--- The data Enclosed Below ---

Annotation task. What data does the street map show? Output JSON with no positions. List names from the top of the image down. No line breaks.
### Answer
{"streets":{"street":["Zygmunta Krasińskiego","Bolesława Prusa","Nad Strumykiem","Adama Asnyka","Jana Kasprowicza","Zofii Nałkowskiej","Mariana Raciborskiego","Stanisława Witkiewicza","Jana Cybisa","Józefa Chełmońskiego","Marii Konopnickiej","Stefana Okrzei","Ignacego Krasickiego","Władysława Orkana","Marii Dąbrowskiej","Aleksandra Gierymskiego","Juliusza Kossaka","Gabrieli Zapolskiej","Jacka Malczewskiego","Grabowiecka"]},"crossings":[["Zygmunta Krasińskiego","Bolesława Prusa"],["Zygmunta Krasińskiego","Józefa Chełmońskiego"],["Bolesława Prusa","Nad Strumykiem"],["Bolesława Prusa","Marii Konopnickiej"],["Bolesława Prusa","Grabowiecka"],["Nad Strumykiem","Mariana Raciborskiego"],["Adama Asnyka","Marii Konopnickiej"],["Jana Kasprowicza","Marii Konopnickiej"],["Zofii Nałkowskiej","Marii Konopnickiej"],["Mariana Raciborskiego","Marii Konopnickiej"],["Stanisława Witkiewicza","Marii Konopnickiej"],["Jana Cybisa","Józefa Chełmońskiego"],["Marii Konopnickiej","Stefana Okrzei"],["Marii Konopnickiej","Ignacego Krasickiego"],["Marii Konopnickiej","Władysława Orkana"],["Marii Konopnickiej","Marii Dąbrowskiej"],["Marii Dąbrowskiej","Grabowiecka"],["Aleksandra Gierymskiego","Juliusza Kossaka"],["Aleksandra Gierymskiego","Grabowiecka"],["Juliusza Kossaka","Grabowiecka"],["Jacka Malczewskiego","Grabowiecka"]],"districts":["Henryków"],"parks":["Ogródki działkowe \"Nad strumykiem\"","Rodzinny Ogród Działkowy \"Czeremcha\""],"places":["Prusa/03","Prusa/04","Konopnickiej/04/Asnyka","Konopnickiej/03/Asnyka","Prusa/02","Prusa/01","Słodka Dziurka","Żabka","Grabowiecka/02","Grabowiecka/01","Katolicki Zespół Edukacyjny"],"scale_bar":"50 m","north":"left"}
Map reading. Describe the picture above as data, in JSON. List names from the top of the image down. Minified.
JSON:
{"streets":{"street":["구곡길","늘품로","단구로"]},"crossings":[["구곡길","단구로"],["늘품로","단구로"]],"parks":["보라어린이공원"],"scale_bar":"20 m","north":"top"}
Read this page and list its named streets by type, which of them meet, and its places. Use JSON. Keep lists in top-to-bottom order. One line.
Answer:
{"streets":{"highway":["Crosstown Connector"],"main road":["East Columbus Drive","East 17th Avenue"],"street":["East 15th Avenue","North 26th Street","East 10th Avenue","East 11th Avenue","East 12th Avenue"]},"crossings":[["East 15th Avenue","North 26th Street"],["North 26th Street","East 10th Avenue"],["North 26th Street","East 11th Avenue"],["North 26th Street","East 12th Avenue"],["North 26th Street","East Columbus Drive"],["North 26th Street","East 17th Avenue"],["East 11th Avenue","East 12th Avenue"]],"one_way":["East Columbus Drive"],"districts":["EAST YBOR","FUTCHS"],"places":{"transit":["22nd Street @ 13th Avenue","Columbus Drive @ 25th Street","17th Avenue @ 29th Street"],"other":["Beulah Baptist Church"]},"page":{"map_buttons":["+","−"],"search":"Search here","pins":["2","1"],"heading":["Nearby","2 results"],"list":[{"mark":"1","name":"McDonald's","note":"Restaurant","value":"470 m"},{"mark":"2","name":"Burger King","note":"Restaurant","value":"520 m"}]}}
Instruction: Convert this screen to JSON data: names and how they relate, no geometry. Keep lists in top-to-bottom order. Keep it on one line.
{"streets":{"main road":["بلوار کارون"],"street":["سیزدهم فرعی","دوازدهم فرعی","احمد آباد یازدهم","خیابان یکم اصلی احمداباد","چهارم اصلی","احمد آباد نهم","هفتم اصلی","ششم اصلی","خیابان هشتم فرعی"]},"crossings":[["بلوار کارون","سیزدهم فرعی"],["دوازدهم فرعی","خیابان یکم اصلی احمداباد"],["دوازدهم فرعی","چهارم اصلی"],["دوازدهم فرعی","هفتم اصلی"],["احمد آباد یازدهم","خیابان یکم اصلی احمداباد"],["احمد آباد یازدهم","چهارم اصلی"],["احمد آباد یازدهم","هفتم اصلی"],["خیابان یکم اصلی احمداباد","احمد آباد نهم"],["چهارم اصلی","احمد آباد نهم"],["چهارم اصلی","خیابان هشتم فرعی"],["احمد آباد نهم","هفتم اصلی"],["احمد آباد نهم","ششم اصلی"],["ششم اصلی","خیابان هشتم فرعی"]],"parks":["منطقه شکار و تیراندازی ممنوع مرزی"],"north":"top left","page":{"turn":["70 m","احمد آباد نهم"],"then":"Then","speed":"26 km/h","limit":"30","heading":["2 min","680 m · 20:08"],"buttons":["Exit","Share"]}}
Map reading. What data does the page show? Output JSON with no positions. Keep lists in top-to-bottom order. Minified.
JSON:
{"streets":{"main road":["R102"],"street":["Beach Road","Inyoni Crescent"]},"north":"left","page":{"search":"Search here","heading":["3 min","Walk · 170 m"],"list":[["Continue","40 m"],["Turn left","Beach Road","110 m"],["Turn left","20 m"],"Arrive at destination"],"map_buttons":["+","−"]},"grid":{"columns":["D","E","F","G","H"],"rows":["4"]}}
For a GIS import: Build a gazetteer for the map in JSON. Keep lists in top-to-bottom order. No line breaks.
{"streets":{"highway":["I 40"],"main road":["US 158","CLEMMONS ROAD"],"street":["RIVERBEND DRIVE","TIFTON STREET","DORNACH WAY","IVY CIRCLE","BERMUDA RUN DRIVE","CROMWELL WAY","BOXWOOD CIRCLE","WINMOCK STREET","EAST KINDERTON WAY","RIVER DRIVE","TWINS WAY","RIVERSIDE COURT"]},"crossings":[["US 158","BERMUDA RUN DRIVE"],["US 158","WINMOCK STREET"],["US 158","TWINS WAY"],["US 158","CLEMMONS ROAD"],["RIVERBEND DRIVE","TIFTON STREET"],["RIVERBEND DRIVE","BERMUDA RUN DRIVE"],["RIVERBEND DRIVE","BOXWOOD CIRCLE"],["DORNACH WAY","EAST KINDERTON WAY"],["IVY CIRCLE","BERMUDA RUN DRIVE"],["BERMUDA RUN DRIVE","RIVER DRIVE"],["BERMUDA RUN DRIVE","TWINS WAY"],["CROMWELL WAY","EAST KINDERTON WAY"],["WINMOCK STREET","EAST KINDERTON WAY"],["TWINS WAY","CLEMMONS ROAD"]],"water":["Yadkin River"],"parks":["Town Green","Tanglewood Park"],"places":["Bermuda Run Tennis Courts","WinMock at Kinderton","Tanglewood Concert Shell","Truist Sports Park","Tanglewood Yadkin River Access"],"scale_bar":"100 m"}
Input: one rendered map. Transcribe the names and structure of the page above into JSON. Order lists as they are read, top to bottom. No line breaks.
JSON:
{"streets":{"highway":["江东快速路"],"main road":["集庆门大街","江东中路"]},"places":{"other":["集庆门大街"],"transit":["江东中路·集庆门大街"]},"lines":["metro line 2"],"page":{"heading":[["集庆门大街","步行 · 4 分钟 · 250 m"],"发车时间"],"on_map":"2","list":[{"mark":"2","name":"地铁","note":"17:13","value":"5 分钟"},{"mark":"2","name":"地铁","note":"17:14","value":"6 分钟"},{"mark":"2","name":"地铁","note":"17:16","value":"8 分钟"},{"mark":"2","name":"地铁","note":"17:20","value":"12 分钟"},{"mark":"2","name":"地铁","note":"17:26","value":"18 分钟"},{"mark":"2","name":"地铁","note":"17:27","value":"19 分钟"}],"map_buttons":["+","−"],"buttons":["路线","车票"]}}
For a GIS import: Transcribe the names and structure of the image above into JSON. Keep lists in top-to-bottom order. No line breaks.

--- End of Enclosed The data ---

[Goal of the exercise] For each line in the records that contains the word "above", make a copy.

[Response box]
Map reading. Describe the picture above as data, in JSON. List names from the top of the image down. Minified.
Input: one rendered map. Transcribe the names and structure of the page above into JSON. Order lists as they are read, top to bottom. No line breaks.
For a GIS import: Transcribe the names and structure of the image above into JSON. Keep lists in top-to-bottom order. No line breaks.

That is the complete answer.